Requirement -
When you reach the entries, transcribe each one exactly.

^^^^

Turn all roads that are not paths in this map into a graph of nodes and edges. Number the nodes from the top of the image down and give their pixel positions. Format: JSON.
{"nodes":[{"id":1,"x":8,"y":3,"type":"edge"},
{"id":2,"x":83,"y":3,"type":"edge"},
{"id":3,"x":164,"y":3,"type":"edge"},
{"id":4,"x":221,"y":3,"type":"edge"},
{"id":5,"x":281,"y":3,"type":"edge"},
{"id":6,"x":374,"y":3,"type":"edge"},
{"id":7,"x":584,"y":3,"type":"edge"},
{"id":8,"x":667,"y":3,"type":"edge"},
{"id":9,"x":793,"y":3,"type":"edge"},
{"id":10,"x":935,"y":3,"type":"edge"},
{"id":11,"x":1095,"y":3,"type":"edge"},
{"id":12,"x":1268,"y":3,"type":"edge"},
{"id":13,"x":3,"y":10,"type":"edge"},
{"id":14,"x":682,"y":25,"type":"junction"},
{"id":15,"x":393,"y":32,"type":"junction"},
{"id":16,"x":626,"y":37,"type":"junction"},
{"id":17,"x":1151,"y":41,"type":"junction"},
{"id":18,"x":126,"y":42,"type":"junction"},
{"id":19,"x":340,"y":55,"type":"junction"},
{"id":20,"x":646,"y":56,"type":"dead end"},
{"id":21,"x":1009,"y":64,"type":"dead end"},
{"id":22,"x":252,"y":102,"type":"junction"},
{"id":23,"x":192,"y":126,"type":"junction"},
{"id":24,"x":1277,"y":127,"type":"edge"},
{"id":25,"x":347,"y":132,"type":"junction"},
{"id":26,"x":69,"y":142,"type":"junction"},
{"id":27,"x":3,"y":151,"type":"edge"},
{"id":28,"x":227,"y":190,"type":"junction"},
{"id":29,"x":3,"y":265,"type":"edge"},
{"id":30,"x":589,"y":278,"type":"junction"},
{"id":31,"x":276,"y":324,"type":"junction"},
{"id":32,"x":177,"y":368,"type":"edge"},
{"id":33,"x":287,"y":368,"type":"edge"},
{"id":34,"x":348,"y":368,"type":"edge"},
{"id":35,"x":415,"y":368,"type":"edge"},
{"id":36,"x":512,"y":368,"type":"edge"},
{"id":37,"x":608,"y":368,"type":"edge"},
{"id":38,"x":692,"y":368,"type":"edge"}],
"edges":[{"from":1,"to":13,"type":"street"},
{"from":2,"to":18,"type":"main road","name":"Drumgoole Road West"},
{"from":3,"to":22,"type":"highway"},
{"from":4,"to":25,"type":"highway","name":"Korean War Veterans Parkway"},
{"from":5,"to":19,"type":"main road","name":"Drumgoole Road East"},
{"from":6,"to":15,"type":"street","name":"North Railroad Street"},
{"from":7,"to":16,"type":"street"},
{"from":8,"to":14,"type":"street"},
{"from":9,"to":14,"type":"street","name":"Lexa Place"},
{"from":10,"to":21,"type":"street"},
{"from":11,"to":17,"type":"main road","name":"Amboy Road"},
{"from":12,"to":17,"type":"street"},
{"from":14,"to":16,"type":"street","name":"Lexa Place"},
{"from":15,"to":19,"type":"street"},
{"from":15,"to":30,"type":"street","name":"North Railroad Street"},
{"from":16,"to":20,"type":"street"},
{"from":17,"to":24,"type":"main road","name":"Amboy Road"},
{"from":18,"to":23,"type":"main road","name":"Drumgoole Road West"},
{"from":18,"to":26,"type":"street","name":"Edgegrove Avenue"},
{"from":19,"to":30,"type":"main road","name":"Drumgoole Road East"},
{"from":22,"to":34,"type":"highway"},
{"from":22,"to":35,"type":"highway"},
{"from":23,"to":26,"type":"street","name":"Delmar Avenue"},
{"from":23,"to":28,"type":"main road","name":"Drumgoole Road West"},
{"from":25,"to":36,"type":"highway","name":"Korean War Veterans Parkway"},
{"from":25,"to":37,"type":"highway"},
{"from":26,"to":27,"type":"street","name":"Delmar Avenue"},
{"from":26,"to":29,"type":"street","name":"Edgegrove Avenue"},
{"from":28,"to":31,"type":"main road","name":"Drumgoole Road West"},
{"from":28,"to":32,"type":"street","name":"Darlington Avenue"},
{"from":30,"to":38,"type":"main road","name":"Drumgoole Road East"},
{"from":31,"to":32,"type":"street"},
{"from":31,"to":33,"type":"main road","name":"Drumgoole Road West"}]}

^^^^

Answer section -
Turn all roads that are not paths in this map into a graph of nodes and edges. Number the nodes from the top of the image down and give their pixel positions. Format: JSON.
{"nodes":[{"id":1,"x":8,"y":3,"type":"edge"},
{"id":2,"x":83,"y":3,"type":"edge"},
{"id":3,"x":164,"y":3,"type":"edge"},
{"id":4,"x":221,"y":3,"type":"edge"},
{"id":5,"x":281,"y":3,"type":"edge"},
{"id":6,"x":374,"y":3,"type":"edge"},
{"id":7,"x":584,"y":3,"type":"edge"},
{"id":8,"x":667,"y":3,"type":"edge"},
{"id":9,"x":793,"y":3,"type":"edge"},
{"id":10,"x":935,"y":3,"type":"edge"},
{"id":11,"x":1095,"y":3,"type":"edge"},
{"id":12,"x":1268,"y":3,"type":"edge"},
{"id":13,"x":3,"y":10,"type":"edge"},
{"id":14,"x":682,"y":25,"type":"junction"},
{"id":15,"x":393,"y":32,"type":"junction"},
{"id":16,"x":626,"y":37,"type":"junction"},
{"id":17,"x":1151,"y":41,"type":"junction"},
{"id":18,"x":126,"y":42,"type":"junction"},
{"id":19,"x":340,"y":55,"type":"junction"},
{"id":20,"x":646,"y":56,"type":"dead end"},
{"id":21,"x":1009,"y":64,"type":"dead end"},
{"id":22,"x":252,"y":102,"type":"junction"},
{"id":23,"x":192,"y":126,"type":"junction"},
{"id":24,"x":1277,"y":127,"type":"edge"},
{"id":25,"x":347,"y":132,"type":"junction"},
{"id":26,"x":69,"y":142,"type":"junction"},
{"id":27,"x":3,"y":151,"type":"edge"},
{"id":28,"x":227,"y":190,"type":"junction"},
{"id":29,"x":3,"y":265,"type":"edge"},
{"id":30,"x":589,"y":278,"type":"junction"},
{"id":31,"x":276,"y":324,"type":"junction"},
{"id":32,"x":177,"y":368,"type":"edge"},
{"id":33,"x":287,"y":368,"type":"edge"},
{"id":34,"x":348,"y":368,"type":"edge"},
{"id":35,"x":415,"y":368,"type":"edge"},
{"id":36,"x":512,"y":368,"type":"edge"},
{"id":37,"x":608,"y":368,"type":"edge"},
{"id":38,"x":692,"y":368,"type":"edge"}],
"edges":[{"from":1,"to":13,"type":"street"},
{"from":2,"to":18,"type":"main road","name":"Drumgoole Road West"},
{"from":3,"to":22,"type":"highway"},
{"from":4,"to":25,"type":"highway","name":"Korean War Veterans Parkway"},
{"from":5,"to":19,"type":"main road","name":"Drumgoole Road East"},
{"from":6,"to":15,"type":"street","name":"North Railroad Street"},
{"from":7,"to":16,"type":"street"},
{"from":8,"to":14,"type":"street"},
{"from":9,"to":14,"type":"street","name":"Lexa Place"},
{"from":10,"to":21,"type":"street"},
{"from":11,"to":17,"type":"main road","name":"Amboy Road"},
{"from":12,"to":17,"type":"street"},
{"from":14,"to":16,"type":"street","name":"Lexa Place"},
{"from":15,"to":19,"type":"street"},
{"from":15,"to":30,"type":"street","name":"North Railroad Street"},
{"from":16,"to":20,"type":"street"},
{"from":17,"to":24,"type":"main road","name":"Amboy Road"},
{"from":18,"to":23,"type":"main road","name":"Drumgoole Road West"},
{"from":18,"to":26,"type":"street","name":"Edgegrove Avenue"},
{"from":19,"to":30,"type":"main road","name":"Drumgoole Road East"},
{"from":22,"to":34,"type":"highway"},
{"from":22,"to":35,"type":"highway"},
{"from":23,"to":26,"type":"street","name":"Delmar Avenue"},
{"from":23,"to":28,"type":"main road","name":"Drumgoole Road West"},
{"from":25,"to":36,"type":"highway","name":"Korean War Veterans Parkway"},
{"from":25,"to":37,"type":"highway"},
{"from":26,"to":27,"type":"street","name":"Delmar Avenue"},
{"from":26,"to":29,"type":"street","name":"Edgegrove Avenue"},
{"from":28,"to":31,"type":"main road","name":"Drumgoole Road West"},
{"from":28,"to":32,"type":"street","name":"Darlington Avenue"},
{"from":30,"to":38,"type":"main road","name":"Drumgoole Road East"},
{"from":31,"to":32,"type":"street"},
{"from":31,"to":33,"type":"main road","name":"Drumgoole Road West"}]}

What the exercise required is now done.